▸ **Brief**
Which lines have the string "item"? Copy all of them from the entries below.

▸ **Given records**
-------------------------

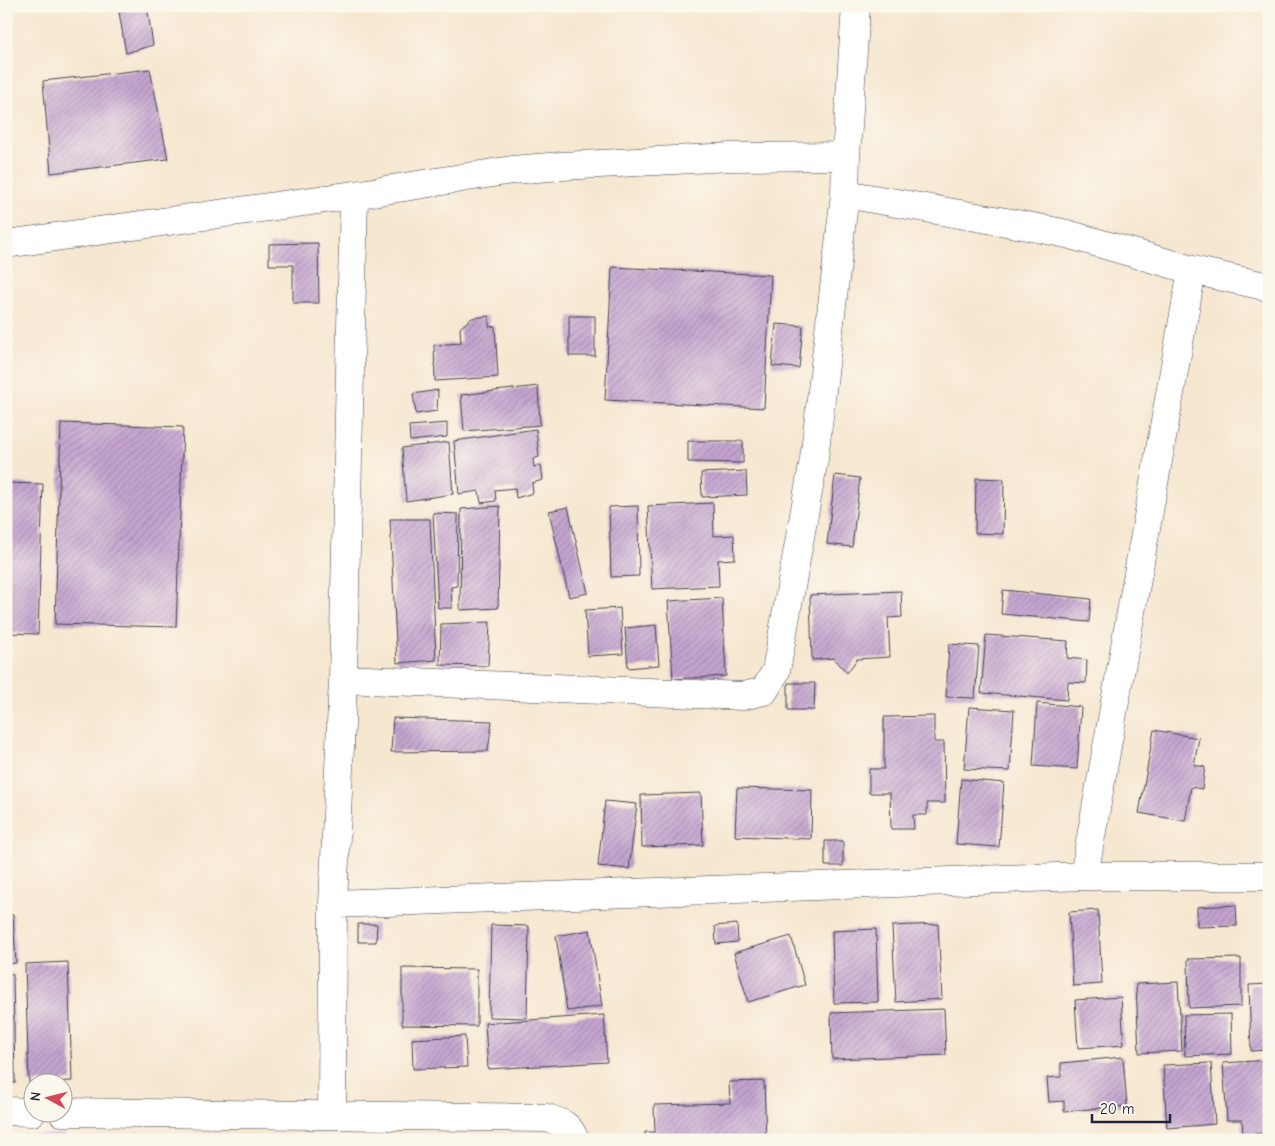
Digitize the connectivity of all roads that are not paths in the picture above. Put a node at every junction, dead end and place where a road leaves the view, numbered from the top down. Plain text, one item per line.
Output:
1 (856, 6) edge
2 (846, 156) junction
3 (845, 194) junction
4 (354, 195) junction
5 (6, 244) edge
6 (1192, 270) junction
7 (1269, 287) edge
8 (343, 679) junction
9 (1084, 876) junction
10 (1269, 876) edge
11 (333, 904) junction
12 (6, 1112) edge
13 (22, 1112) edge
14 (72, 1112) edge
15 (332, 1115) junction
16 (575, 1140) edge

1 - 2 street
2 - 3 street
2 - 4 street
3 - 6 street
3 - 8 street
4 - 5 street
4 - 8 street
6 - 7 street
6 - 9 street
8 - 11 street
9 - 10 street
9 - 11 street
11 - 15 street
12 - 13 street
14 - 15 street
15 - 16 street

-------------------------

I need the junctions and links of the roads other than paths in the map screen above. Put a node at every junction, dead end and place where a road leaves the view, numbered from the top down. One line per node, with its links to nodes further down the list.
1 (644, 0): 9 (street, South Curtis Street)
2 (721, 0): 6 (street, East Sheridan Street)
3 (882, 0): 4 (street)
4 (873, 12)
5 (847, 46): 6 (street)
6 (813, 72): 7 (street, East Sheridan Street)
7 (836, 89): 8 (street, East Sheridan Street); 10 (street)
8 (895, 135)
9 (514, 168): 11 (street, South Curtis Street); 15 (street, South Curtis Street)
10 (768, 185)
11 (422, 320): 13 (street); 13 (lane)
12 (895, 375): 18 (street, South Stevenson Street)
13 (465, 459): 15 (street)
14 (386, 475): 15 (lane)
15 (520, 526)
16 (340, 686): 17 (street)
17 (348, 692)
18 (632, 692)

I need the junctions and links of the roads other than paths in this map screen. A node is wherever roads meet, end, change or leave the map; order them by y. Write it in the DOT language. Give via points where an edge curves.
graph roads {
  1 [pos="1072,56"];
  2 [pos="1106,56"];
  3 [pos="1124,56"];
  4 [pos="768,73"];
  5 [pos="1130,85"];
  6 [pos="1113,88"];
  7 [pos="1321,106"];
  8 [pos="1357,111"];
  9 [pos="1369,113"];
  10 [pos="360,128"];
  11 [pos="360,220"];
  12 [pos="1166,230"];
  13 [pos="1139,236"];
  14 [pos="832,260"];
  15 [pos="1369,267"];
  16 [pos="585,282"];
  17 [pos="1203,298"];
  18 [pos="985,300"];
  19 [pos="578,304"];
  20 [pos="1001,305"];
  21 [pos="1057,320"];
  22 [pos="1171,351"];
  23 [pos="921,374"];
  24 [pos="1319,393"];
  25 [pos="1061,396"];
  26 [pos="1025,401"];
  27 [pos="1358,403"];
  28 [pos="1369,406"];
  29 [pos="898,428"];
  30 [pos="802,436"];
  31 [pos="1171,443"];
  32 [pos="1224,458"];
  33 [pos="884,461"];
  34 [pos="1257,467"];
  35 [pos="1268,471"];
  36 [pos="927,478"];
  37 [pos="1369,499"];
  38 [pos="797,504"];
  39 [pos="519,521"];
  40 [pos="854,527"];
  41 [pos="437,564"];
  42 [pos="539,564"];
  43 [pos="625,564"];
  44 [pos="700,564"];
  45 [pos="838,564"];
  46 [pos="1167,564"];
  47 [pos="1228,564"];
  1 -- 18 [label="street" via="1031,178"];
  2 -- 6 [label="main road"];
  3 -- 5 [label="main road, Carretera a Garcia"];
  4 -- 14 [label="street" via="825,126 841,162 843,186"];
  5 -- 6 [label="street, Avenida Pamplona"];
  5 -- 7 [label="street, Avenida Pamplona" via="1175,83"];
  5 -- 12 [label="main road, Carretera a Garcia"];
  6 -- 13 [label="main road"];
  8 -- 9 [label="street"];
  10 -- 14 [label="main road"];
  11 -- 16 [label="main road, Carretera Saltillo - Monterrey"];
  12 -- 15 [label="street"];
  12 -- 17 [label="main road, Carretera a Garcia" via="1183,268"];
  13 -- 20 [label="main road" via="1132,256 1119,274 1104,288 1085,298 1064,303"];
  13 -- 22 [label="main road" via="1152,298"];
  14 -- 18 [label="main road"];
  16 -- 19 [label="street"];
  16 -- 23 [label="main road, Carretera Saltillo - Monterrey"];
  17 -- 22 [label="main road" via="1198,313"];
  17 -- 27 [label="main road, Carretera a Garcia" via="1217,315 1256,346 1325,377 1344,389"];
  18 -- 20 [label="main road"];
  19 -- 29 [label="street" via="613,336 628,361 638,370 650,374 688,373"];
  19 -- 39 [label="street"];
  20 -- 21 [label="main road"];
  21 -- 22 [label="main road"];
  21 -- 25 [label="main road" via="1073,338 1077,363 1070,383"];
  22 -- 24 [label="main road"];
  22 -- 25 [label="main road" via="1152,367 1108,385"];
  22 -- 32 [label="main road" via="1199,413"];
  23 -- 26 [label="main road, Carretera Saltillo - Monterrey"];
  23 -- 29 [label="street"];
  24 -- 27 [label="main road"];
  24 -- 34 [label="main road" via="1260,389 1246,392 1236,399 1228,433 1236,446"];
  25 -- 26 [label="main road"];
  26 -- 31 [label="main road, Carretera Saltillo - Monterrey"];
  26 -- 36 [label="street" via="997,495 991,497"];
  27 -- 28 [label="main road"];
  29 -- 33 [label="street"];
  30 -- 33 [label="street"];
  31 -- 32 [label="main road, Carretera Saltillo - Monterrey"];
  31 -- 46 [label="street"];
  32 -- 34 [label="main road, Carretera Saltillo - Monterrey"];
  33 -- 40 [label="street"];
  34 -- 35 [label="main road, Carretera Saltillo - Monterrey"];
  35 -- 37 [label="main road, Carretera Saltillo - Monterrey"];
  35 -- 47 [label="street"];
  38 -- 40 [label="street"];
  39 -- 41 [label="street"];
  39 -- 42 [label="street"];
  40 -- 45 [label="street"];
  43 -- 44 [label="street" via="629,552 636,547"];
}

-------------------------

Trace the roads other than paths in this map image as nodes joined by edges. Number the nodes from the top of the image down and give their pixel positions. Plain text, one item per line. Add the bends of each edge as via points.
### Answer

-------------------------

▸ **Result of this exercise**
Digitize the connectivity of all roads that are not paths in the picture above. Put a node at every junction, dead end and place where a road leaves the view, numbered from the top down. Plain text, one item per line.
Trace the roads other than paths in this map image as nodes joined by edges. Number the nodes from the top of the image down and give their pixel positions. Plain text, one item per line. Add the bends of each edge as via points.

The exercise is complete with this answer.